Aim of the exercise:
Each line of the data that includes the string "halo" is to be copied out.

Data under study:
== == ==

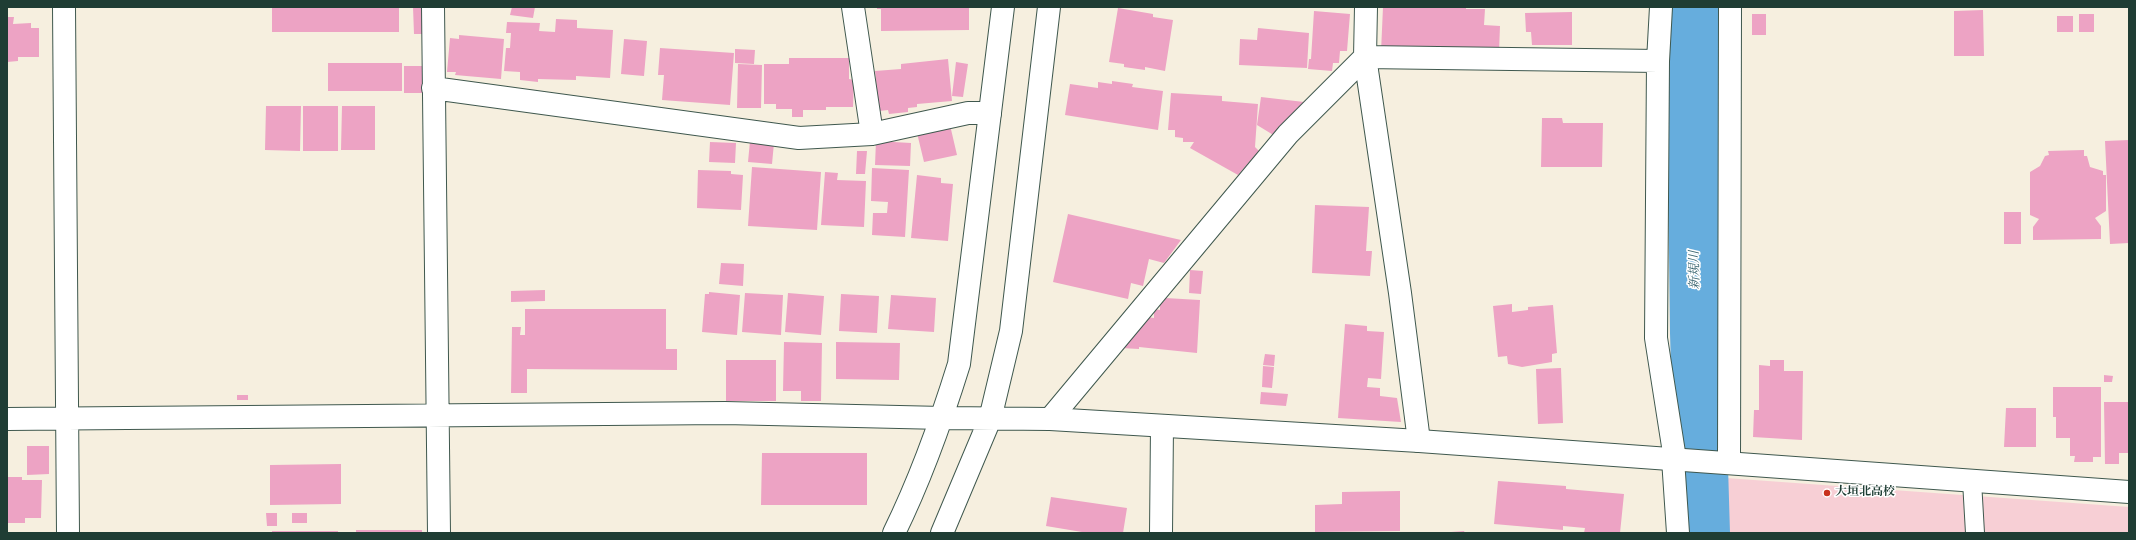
<!DOCTYPE html>
<meta charset="utf-8">
<style>
body{margin:0}
#map{position:relative;width:2136px;height:540px;overflow:hidden;background:#f6efdf;font-family:Vollkorn,serif}
canvas{display:block}
.frame{position:absolute;inset:0;border:8px solid #1f3d34;pointer-events:none}
</style>
<div id="map">
<canvas width="2136" height="540"></canvas>
<div class="frame"></div>
</div>
<script>
const ctx = document.querySelector('canvas').getContext('2d');
ctx.lineJoin = 'round';
function fillPath(path, color) { ctx.fillStyle = color; ctx.fill(path, 'evenodd'); }
function strokePath(path, color, width, dash) { ctx.strokeStyle = color; ctx.lineWidth = width; ctx.lineCap = dash ? 'butt' : 'round'; ctx.setLineDash(dash || []); ctx.stroke(path); }
function drawText(font, color, halo, rows, align = 'center') {
  ctx.font = font + ' Vollkorn,"Noto Serif JP",serif'; ctx.lineWidth = 3; ctx.setLineDash([]); ctx.textBaseline = 'middle'; ctx.strokeStyle = halo; ctx.fillStyle = color; for (const [text, x, y, turn = 0] of rows) {
    ctx.save(); ctx.translate(x, y); ctx.rotate((+turn || 0) * Math.PI / 180); ctx.textAlign = isNaN(turn) ? turn : align; if (halo) ctx.strokeText(text, 0, 0); ctx.fillText(text, 0, 0); ctx.restore();
  }
}
fillPath(new Path2D(`
 M1726,478L2129,507V533H1726Z`), '#f7cfd5');
strokePath(new Path2D(`
 M1693,7L1697,333L1703,533`), '#66addd', 54);
fillPath(new Path2D(`
 M272,7H399V32H272Z
 M413,7H423V34H414Z
 M512,7H535L533,18L510,15Z
 M877,7H969V30L881,31V9H877Z
 M1383,7H1466V9H1485L1484,25L1500,26L1499,52H1381Z
 M1118,8L1153,14V17L1173,20L1165,71L1145,67V70L1124,67V64L1109,62Z
 M1983,10L1984,56H1954V11Z
 M1314,11L1350,14L1347,51H1340L1339,63H1333L1332,71L1308,69L1309,59H1311Z
 M1572,12V45H1532L1531,32H1526L1525,13Z
 M1752,14H1766V35H1752Z
 M2079,14H2094V32H2079Z
 M2057,16H2073V32H2057Z
 M7,17H14L13,24L31,23V28H39V57H18V61L7,62Z
 M556,19L577,20V28L613,30L610,78L576,76V80L538,79V82L520,80V72L504,71L506,48H510L511,33H506L507,22L540,23L539,31L555,32Z
 M1258,28L1309,33L1307,68L1239,65L1240,39L1257,40Z
 M459,35L504,39L501,79L455,75L456,72H447L450,38L459,39Z
 M624,39L647,41L644,76L621,74Z
 M660,48L734,53L730,105L662,100L664,75H658Z
 M735,49L755,50L754,64L735,63Z
 M789,58H849V79L854,80L853,107H826V110H803V117H792V109H776V104H764V64H789Z
 M948,59L952,101L917,104V107L908,108V112L889,114L888,110L879,111L875,71L901,69V64Z
 M956,62L968,64L963,97L952,96Z
 M328,63H402V91H328Z
 M738,64L762,65L761,108H737Z
 M404,66H422V93H404Z
 M1112,81L1133,84L1132,87L1163,91L1158,130L1065,115L1070,84L1098,88V82L1112,84Z
 M1171,93L1222,96V101L1258,104L1255,147L1259,151L1238,175L1190,148L1194,142H1183V138L1175,137V130H1168Z
 M1261,97L1304,102L1275,136L1257,125Z
 M266,106H301L300,151L265,150Z
 M303,106H338V151H303Z
 M342,106H375V150H341Z
 M1542,118H1562L1563,123H1603L1602,167H1541Z
 M950,125L957,155L924,162L917,133Z
 M2129,140V243L2110,244L2105,141Z
 M750,141L774,143L772,164L748,162Z
 M876,141L911,143L910,166L875,165Z
 M710,142L736,143L735,163L709,162Z
 M2084,150V156H2087L2090,167L2103,171V175H2106V211L2095,218L2101,226V239L2033,240V227L2039,219L2030,215V172L2040,166L2045,156L2049,155L2048,151Z
 M857,151H867L865,174H856Z
 M752,167L821,172L817,230L748,226Z
 M872,168L909,170L905,237L872,235L873,213H887L888,202L871,201Z
 M698,170L731,171V174L743,175L741,210L697,208Z
 M825,172L838,173L837,180L866,181L864,227L821,225Z
 M917,175L941,178V183L953,184L948,241L911,238Z
 M1315,205L1369,207L1366,251H1372L1370,276L1312,273Z
 M2004,212H2021V244H2004Z
 M1068,214L1181,240L1164,263L1149,259L1143,286L1131,283L1128,299L1053,282Z
 M721,263L744,264L743,286L719,284Z
 M1190,270L1203,271L1201,294L1189,293Z
 M545,290V301L511,302V291Z
 M709,292L740,295L737,335L702,332L705,294H709Z
 M745,293L783,295L781,335L742,332Z
 M788,293L824,296L821,335L785,332Z
 M841,294L879,296L877,333L839,331Z
 M891,295L936,298L934,332L888,329Z
 M1165,298L1200,300L1197,353L1139,347V349L1121,348L1147,317L1154,318V309L1160,310V302H1164Z
 M1512,304V312L1528,310V307L1553,305L1557,353L1552,354V362L1522,367L1508,364L1507,356L1498,357L1493,306Z
 M525,309H666V349H677V370L527,369V393H511L512,327H521L520,335H525Z
 M1345,324L1367,326V331L1384,332L1381,379L1368,378L1367,387L1380,388V396L1397,398L1401,422L1338,418Z
 M784,342L822,343L821,401H801V391H783Z
 M836,342L900,343L899,380L836,379Z
 M1265,354L1275,355L1274,366L1263,365Z
 M726,360H776V401H726Z
 M1770,360H1784V371H1803L1802,440L1753,437L1754,410H1759V365L1770,366Z
 M1263,366L1274,367L1272,388L1262,387Z
 M1561,368L1563,423L1538,424L1536,369Z
 M2104,375L2113,376L2112,382H2104Z
 M2053,387H2101V457H2093V462H2074L2075,456H2070V438H2056V417H2053Z
 M1261,392L1288,394L1286,406L1260,404Z
 M237,395H248V400H237Z
 M2104,402H2129V453H2119V464H2105Z
 M2006,408H2036V447H2004Z
 M27,446H49V474L27,475Z
 M762,453H867V505H761Z
 M341,464V504L270,505V465Z
 M7,477H22V480H42L41,518H25V523H7Z
 M1498,481L1566,486V489L1624,494L1620,533H1584L1585,528L1563,526V530L1494,524Z
 M1400,491V531L1315,532V505L1342,504V492Z
 M1051,497L1127,508L1123,533H1088L1046,526Z
 M266,513H277V526H267Z
 M292,513H307V523H292Z
 M356,530H422V533H356Z
 M272,531H338V533H272Z
 M1464,531L1465,533H1451V532Z`), '#eda3c4');
const lane = new Path2D(`
 M1972,481L1975,533`);
const street = new Path2D(`
 M64,7L68,533
 M433,7L439,533
 M853,7L872,134
 M1366,7L1365,57L1400,293L1419,441
 M1661,7L1658,61L1656,338L1675,459
 M433,88L799,138L872,134L968,113H990
 M7,419L725,413L943,418
 M1050,419L1288,134L1365,57L1658,61
 M1673,459L1678,533
 M1729,462L1730,7
 M1161,533L1162,426`);
const secondary = new Path2D(`
 M943,418L1050,419L1419,441L2129,492
 M894,533C921,478 941,422 959,364L1003,7
 M942,533L990,419L1011,331L1049,7`);
strokePath(lane, '#3f584e', 20);
strokePath(street, '#3f584e', 24);
strokePath(secondary, '#3f584e', 24);
strokePath(lane, '#fff', 18);
strokePath(street, '#fff', 22);
strokePath(secondary, '#fff', 22);
for (const [x, y, r, color] of [
 [1827,493,4,"#c8321e"]
]) { const dot = new Path2D(); dot.arc(x, y, r, 0, 2 * Math.PI); ctx.fillStyle = color; ctx.fill(dot); strokePath(dot, '#fff', 1.5); }
drawText('bold 12px', '#1f3d34', '#fff', [
 ["大垣北高校",1835,493]
], 'left');
drawText('italic 13px', '#38646f', '#fff', [
 ["新規川",1696,270,-91]
]);
</script>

== == ==

Completed exercise:
function drawText(font, color, halo, rows, align = 'center') {
  ctx.font = font + ' Vollkorn,"Noto Serif JP",serif'; ctx.lineWidth = 3; ctx.setLineDash([]); ctx.textBaseline = 'middle'; ctx.strokeStyle = halo; ctx.fillStyle = color; for (const [text, x, y, turn = 0] of rows) {
    ctx.save(); ctx.translate(x, y); ctx.rotate((+turn || 0) * Math.PI / 180); ctx.textAlign = isNaN(turn) ? turn : align; if (halo) ctx.strokeText(text, 0, 0); ctx.fillText(text, 0, 0); ctx.restore();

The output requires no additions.